Joint position lists
══════════════════════════════
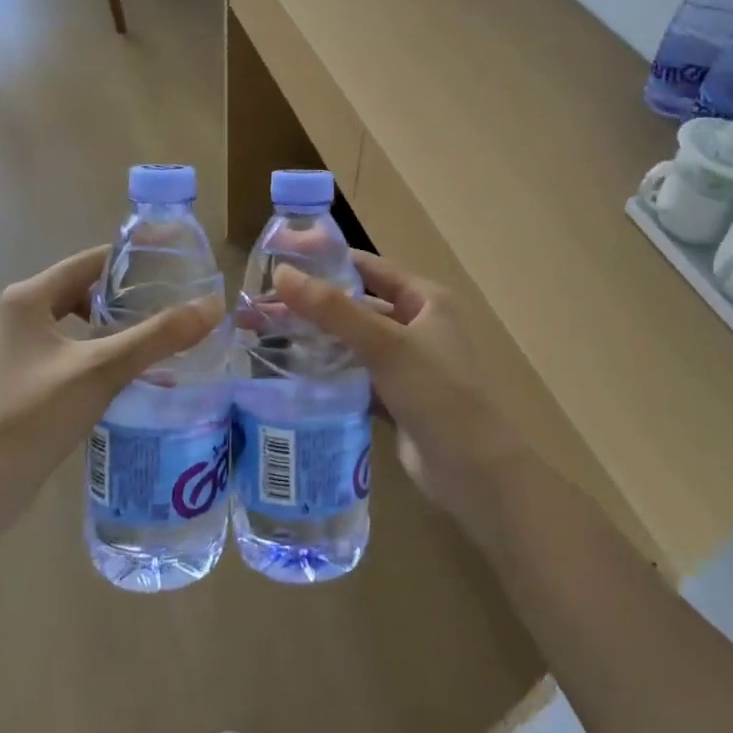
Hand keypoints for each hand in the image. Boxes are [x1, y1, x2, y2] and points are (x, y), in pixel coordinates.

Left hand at [0, 246, 220, 516]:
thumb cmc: (34, 414)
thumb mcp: (100, 369)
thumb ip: (157, 336)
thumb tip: (212, 307)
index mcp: (29, 297)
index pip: (91, 261)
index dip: (134, 259)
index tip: (176, 262)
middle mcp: (20, 314)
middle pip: (86, 289)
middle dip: (129, 294)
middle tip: (174, 300)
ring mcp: (19, 348)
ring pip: (79, 321)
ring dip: (116, 325)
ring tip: (158, 333)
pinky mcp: (25, 377)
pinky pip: (72, 349)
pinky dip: (101, 350)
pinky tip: (129, 369)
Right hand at [274, 252, 530, 533]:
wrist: (474, 473)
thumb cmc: (437, 394)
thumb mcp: (385, 345)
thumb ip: (333, 310)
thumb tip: (283, 273)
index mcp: (424, 299)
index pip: (366, 267)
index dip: (324, 259)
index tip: (278, 259)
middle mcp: (414, 324)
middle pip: (353, 304)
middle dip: (309, 303)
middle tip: (258, 304)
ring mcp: (403, 363)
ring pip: (349, 341)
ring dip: (312, 337)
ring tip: (261, 334)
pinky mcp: (392, 397)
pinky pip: (352, 374)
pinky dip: (325, 370)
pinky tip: (288, 371)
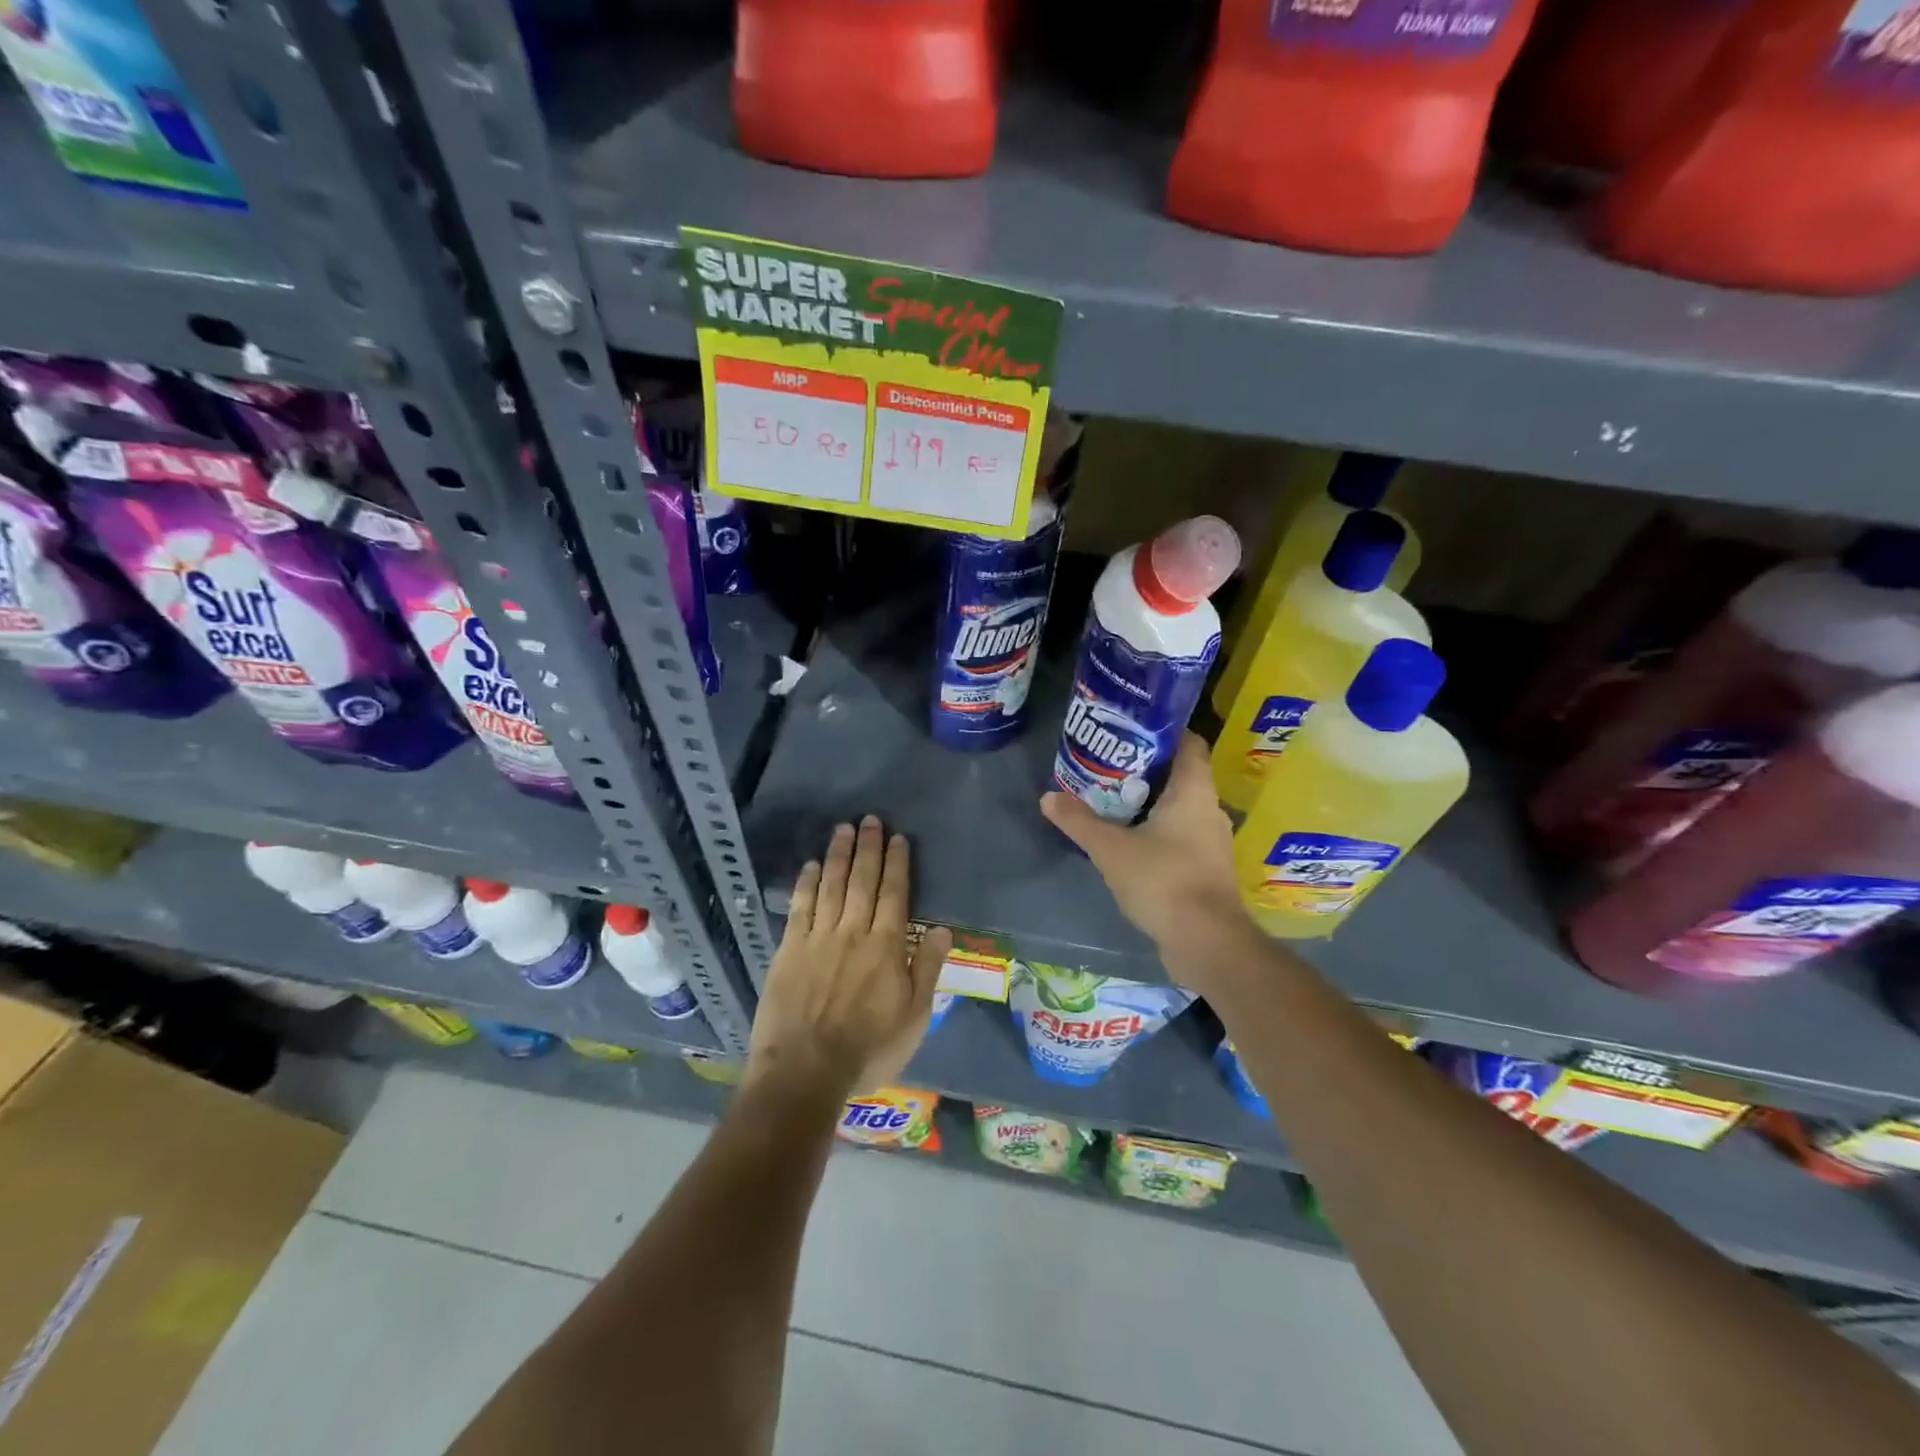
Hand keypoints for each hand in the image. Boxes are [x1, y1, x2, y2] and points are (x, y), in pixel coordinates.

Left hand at [747, 816, 951, 1097]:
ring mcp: (818, 938)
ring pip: (831, 886)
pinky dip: (807, 884)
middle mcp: (853, 932)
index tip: (897, 838)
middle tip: (870, 819)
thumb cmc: (868, 1049)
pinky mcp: (789, 950)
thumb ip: (928, 969)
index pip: (895, 894)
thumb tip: (944, 929)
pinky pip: (800, 908)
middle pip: (862, 881)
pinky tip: (811, 865)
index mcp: (887, 947)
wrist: (805, 1071)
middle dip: (868, 848)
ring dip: (838, 855)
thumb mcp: (914, 1017)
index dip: (897, 864)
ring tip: (843, 829)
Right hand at [1040, 733, 1256, 990]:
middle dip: (1147, 769)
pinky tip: (1132, 843)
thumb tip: (1048, 797)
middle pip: (1182, 776)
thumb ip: (1079, 821)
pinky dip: (1159, 833)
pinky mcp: (1207, 870)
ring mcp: (1212, 842)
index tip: (1132, 729)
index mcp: (1194, 792)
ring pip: (1181, 809)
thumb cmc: (1163, 880)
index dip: (1164, 732)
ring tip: (1114, 802)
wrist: (1206, 942)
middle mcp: (1210, 810)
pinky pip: (1182, 837)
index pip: (1189, 744)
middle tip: (1109, 766)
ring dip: (1152, 804)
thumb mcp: (1111, 849)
══════════════════════════════
**Instructions to follow:** Only the lines from the one containing "pinky dip: (325, 370)" through the last line of the records above should be repeated, exactly and without pictures.

**Exercise output:**
pinky dip: (325, 370)
pinky tip: (288, 371)
Hand keypoints for each hand in the image. Boxes are [x1, y1, x2, y2] and points are (x, y), in pixel coordinates.

Left hand at [747, 816, 951, 1097]:
ring mcp: (818, 938)
ring pip: (831, 886)
pinky dip: (807, 884)
middle mcp: (853, 932)
index tip: (897, 838)
middle tip: (870, 819)
thumb cmc: (868, 1049)
pinky mcp: (789, 950)
thumb ip: (928, 969)
index pip: (895, 894)
thumb tip: (944, 929)
pinky pip: (800, 908)
middle pip: (862, 881)
pinky tip: (811, 865)
index mcp: (887, 947)
wrist: (805, 1071)
middle dip: (868, 848)
ring dip: (838, 855)
thumb mcp: (914, 1017)
index dip: (897, 864)
ring tip: (843, 829)
Right hand at [1040, 733, 1256, 990]:
middle dip: (1147, 769)
pinky tip: (1132, 843)
thumb tip: (1048, 797)
middle pip: (1182, 776)
thumb ip: (1079, 821)
pinky dip: (1159, 833)
pinky mcp: (1207, 870)
ring mcp: (1212, 842)
index tip: (1132, 729)
index mcp: (1194, 792)
ring pip: (1181, 809)
thumb cmc: (1163, 880)
index dip: (1164, 732)
ring tip: (1114, 802)
wrist: (1206, 942)
middle mcp: (1210, 810)
pinky pip: (1182, 837)
index pip: (1189, 744)
middle tip: (1109, 766)
ring dip: (1152, 804)
thumb mcp: (1111, 849)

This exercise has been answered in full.